Pros: It’s fun, and appropriate, for all ages. It has a fitting art style and color palette choices. It plays right out of the box, with nominal set-up time. It’s very easy to make the game longer or shorter by varying number of holes to play, making it a great filler game. The game’s table presence and stand-up-to-play nature is great for both party and convention settings.

Cons: New courses do need to be set up in between each hole, creating some lag between turns. Players looking for a more involved flicking game -- such as the examples mentioned in the comparison section above -- will not find that here. Those that do not generally like flicking games will not likely be swayed by Mars Open. The experience could be recreated with household objects, although in doing so it would lose most of its charm.

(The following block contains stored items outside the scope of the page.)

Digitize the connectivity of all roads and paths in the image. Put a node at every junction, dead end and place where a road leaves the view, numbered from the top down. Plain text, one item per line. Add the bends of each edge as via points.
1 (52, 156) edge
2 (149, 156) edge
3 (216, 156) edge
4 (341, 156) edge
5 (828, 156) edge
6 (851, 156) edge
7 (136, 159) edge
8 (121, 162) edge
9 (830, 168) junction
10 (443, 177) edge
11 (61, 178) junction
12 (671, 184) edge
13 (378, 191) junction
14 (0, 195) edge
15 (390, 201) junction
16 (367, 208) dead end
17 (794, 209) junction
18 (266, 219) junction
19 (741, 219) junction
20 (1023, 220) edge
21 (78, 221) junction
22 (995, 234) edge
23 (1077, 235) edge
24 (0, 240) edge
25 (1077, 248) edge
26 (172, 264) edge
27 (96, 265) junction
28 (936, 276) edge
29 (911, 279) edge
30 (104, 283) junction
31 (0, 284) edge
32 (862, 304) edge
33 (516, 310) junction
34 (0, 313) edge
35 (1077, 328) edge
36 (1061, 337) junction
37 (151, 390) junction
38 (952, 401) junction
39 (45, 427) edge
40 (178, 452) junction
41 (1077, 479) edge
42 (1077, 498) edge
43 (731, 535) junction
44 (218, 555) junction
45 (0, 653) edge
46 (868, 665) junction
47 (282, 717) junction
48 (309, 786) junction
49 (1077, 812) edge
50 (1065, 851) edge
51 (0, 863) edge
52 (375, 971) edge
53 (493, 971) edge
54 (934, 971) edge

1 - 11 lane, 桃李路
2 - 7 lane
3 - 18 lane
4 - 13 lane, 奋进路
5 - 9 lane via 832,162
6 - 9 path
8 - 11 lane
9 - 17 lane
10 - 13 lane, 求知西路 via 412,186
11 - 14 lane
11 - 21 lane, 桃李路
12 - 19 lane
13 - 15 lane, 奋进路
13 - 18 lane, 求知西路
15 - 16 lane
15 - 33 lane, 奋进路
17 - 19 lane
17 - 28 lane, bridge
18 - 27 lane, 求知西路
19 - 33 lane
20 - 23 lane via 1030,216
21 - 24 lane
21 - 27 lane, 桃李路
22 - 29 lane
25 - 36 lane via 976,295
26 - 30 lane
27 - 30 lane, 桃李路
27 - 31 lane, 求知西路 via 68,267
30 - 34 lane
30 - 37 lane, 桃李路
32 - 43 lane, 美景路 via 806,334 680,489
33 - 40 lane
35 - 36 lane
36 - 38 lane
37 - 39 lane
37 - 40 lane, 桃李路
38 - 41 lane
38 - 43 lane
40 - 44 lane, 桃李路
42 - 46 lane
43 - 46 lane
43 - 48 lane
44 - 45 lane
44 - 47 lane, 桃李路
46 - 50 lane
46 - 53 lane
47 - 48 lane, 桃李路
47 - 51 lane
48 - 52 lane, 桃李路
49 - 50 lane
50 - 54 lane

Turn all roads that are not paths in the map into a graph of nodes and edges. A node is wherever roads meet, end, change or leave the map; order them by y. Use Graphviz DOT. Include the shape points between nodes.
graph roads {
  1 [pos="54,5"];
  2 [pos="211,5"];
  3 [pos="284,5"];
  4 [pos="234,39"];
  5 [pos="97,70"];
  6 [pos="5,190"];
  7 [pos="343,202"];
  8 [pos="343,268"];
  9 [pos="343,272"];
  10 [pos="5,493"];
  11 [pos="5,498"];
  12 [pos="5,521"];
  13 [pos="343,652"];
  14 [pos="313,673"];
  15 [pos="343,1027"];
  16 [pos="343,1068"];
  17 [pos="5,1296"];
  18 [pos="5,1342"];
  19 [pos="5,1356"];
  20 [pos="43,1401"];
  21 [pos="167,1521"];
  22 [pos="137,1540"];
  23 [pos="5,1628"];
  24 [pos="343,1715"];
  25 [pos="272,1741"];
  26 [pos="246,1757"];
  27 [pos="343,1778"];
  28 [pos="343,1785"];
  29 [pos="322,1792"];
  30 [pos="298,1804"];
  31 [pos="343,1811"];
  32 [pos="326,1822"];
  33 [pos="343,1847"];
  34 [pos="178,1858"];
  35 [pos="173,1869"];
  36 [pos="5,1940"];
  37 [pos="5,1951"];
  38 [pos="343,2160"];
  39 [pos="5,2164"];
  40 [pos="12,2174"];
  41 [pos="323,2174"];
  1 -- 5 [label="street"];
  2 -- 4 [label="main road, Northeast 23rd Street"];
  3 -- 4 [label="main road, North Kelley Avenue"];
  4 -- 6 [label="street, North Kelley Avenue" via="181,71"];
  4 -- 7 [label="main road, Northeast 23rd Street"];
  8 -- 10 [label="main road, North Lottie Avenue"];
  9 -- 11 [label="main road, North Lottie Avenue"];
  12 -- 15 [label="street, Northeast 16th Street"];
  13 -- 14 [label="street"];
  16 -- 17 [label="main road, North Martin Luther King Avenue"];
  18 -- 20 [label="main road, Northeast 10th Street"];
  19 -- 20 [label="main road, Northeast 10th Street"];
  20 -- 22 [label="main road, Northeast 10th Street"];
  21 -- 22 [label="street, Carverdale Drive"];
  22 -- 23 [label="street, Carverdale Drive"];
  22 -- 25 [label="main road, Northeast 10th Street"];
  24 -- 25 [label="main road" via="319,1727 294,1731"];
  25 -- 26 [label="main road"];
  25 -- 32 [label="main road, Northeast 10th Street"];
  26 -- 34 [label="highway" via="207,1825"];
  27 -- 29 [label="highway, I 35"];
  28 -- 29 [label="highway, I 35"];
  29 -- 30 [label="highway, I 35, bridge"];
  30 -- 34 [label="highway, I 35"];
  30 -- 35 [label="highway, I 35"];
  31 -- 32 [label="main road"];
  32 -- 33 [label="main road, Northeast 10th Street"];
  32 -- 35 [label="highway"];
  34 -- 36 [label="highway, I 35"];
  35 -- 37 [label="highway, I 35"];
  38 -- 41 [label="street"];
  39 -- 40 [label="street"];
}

Overall, Mars Open: Tabletop Golf plays bigger than the sum of its brightly colored parts, and creates an experience that scales well at different player counts, for those looking for different difficulties, and for different time constraints. Most importantly, it remembers that playing games is just supposed to be fun, and doesn’t allow rules complications get in the way in an effort to make it “more gamerly.”

Full disclosure: I received a preview copy of Mars Open:Tabletop Golf from the publisher. While the copy I received was production quality, it did not have any of the extra content that will be available through the Kickstarter campaign’s stretch goals.

The Mars Open: Tabletop Golf Kickstarter campaign launched on November 7, 2017, and will be available to back until December 4, 2017.